With that out of the way let me address some of the different aspects of this question.

There’s a post on the Power BI blog from 2021 here co-written by Marco Russo and Amir Netz which covers Microsoft’s official position on community and third party Power BI development tools and which is still relevant. There’s also a companion article by Marco here that’s worth reading. In summary Microsoft’s long-term goal is to provide great tools for all Power BI developers, including enterprise developers, but in the meantime our priority is to build a solid platform that other people can build these tools on. I know many of you won’t believe me but here at Microsoft we have finite development resources and we need to make difficult decisions about what we invest in all the time. We can’t build every feature that everyone wants immediately and everyone wants different features.

As a result there will always be space for free and commercial third-party tools to innovate in the Power BI ecosystem. In the same way Tabular Editor serves the enterprise tools market, the vendors in the Power BI custom visuals marketplace extend Power BI with custom visuals. There are literally hundreds of other examples I could give in different areas such as planning and budgeting and admin and governance. Why doesn’t Microsoft buy some or all of these tools? We do buy tools vendors sometimes, but I feel these tools and companies tend to fare better outside Microsoft where they can compete with each other and move quickly, and when there’s a vibrant partner ecosystem around a product then the customer is better off too.

DAX Optimizer is slightly different to Tabular Editor and these other tools though. While the tool is very sophisticated the tool itself is not the whole point; it’s like a much, much more sophisticated version of Tabular Editor’s Best Practices Analyzer feature, a feature which is available in both the free and paid versions of Tabular Editor. The real value lies in the IP inside DAX Optimizer: these aren’t just any rules, these are Marco and Alberto’s rules for optimising DAX. Anyone could build the tool, but only Marco and Alberto could write these particular rules. I guess that’s why the Tabular Editor team had these stickers on their stand on Friday:

Doesn’t Microsoft have people who are this good at DAX who could write the same rules? We do have people who know more about DAX than Marco and Alberto (namely the people who create it, for example Jeffrey Wang) and we do have people who are extremely good at performance tuning DAX (for example my colleagues Michael Kovalsky or Phil Seamark). Indeed, back in 2021 Michael Kovalsky published a free set of rules here which you can use with Best Practices Analyzer in Tabular Editor and which represent the Power BI CAT team’s best practices recommendations on DAX and modelling, so you can argue that Microsoft already does offer a free solution to the problem that DAX Optimizer is trying to solve.

Marco and Alberto are Marco and Alberto though. They have a very strong brand. Consultancy is a famously hard business to scale and this is a very clever way for them to scale the business of DAX performance tuning. If you want their help in whatever form then you’ll need to pay for it. Couldn’t Microsoft just hire Marco and Alberto? I doubt they’d say yes if we asked, and in any case the situation is the same as with buying the tools I mentioned above: I think they add more value to the Power BI ecosystem outside Microsoft than they ever could inside it.

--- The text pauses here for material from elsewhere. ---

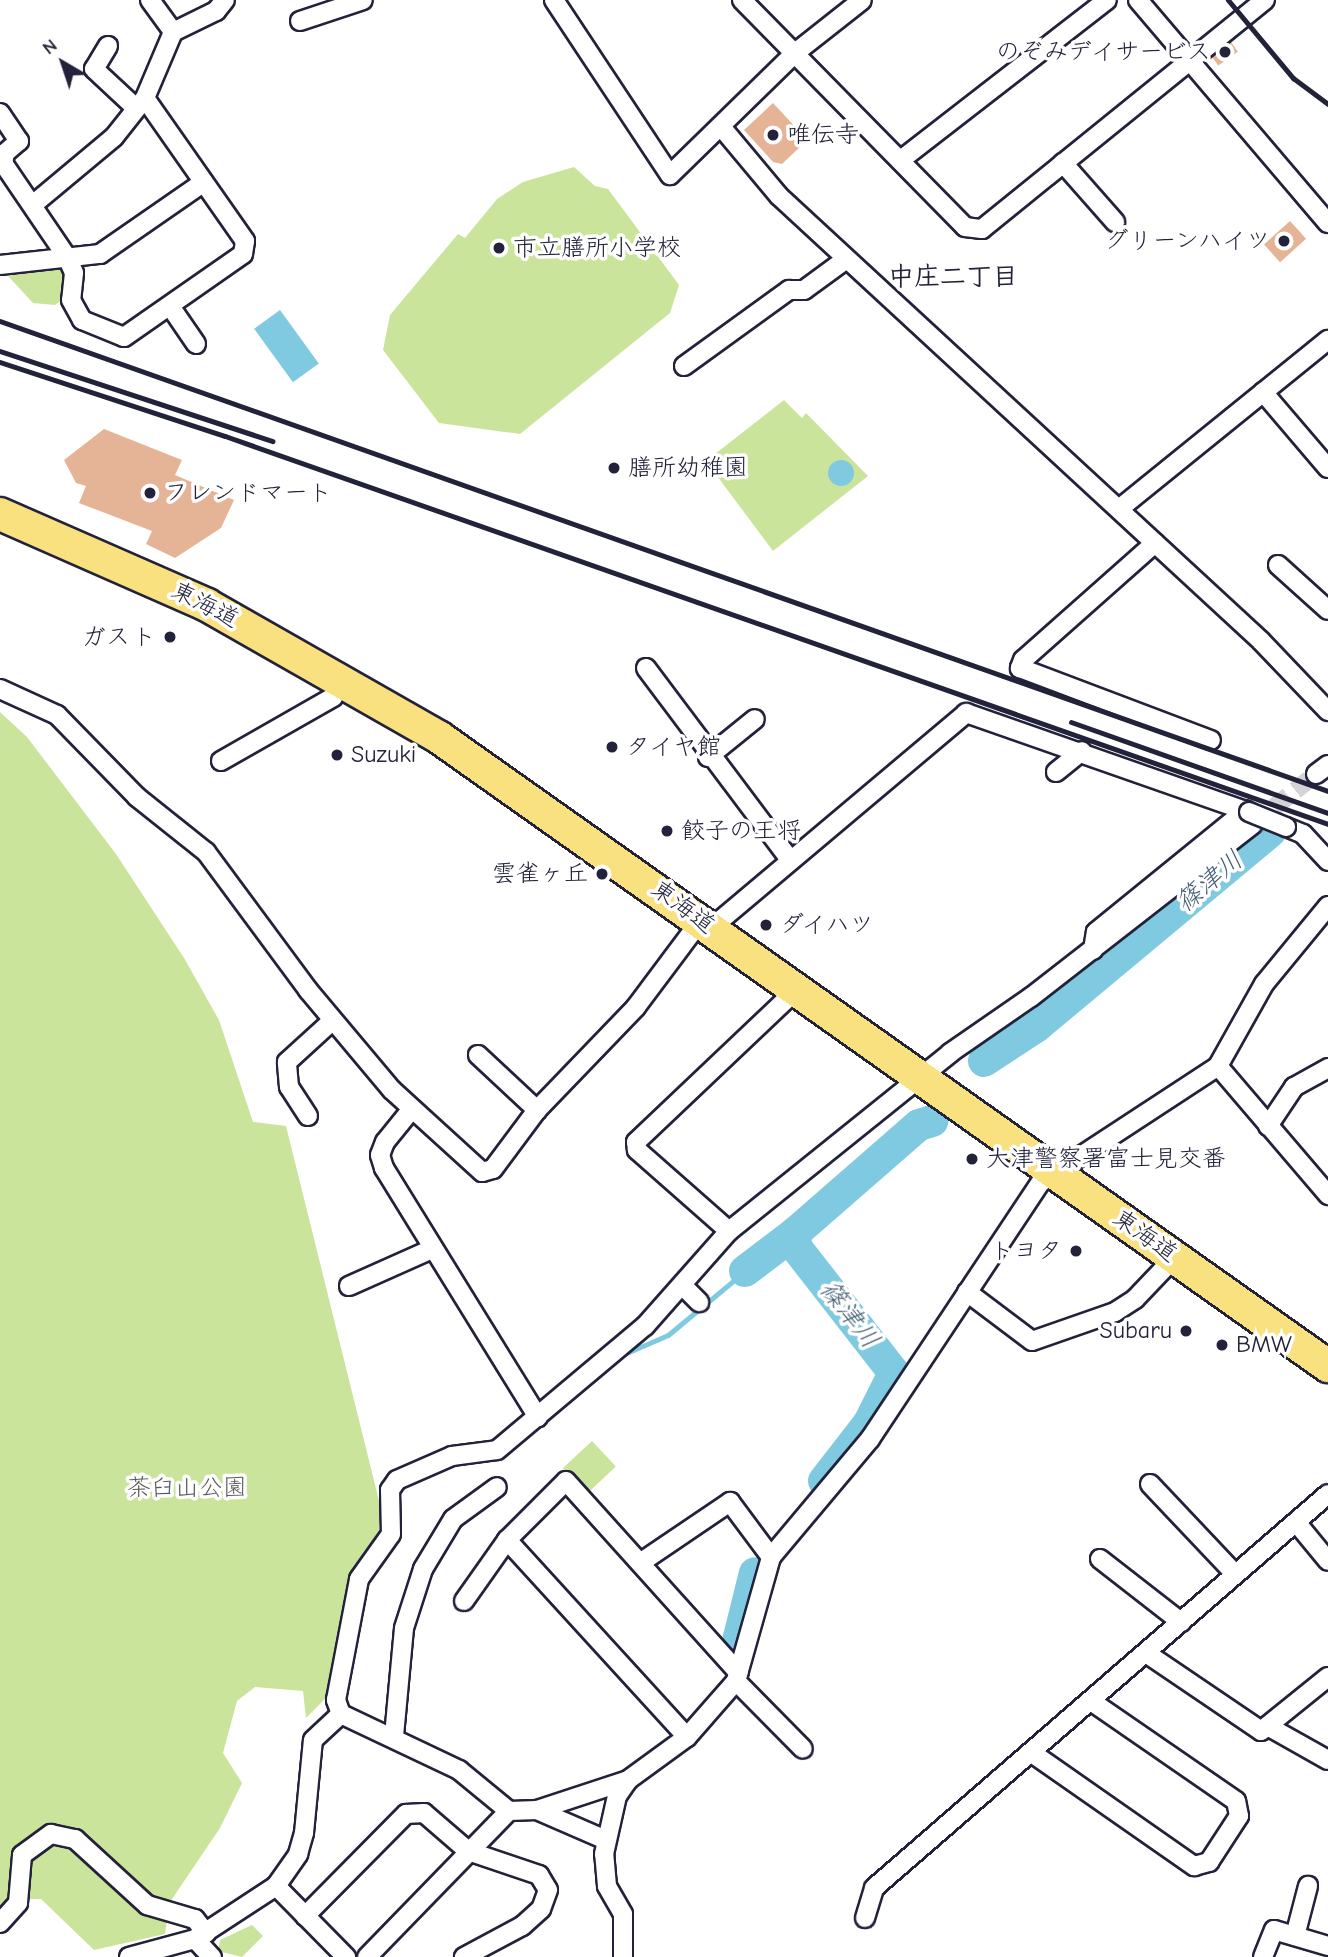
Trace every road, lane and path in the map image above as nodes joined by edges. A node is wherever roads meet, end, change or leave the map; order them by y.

I’ve been lucky enough to get an invitation code to test DAX Optimizer and will be doing so this week, but I deliberately wrote this post before giving it a try. It’s important for me to stay up-to-date with everything happening in the world of Power BI because the customers I work with ask for my opinion. I wish the team behind it well in the same way I wish anyone who tries to build a business on top of Power BI well; the more successful they are, the more successful Power BI and Fabric are.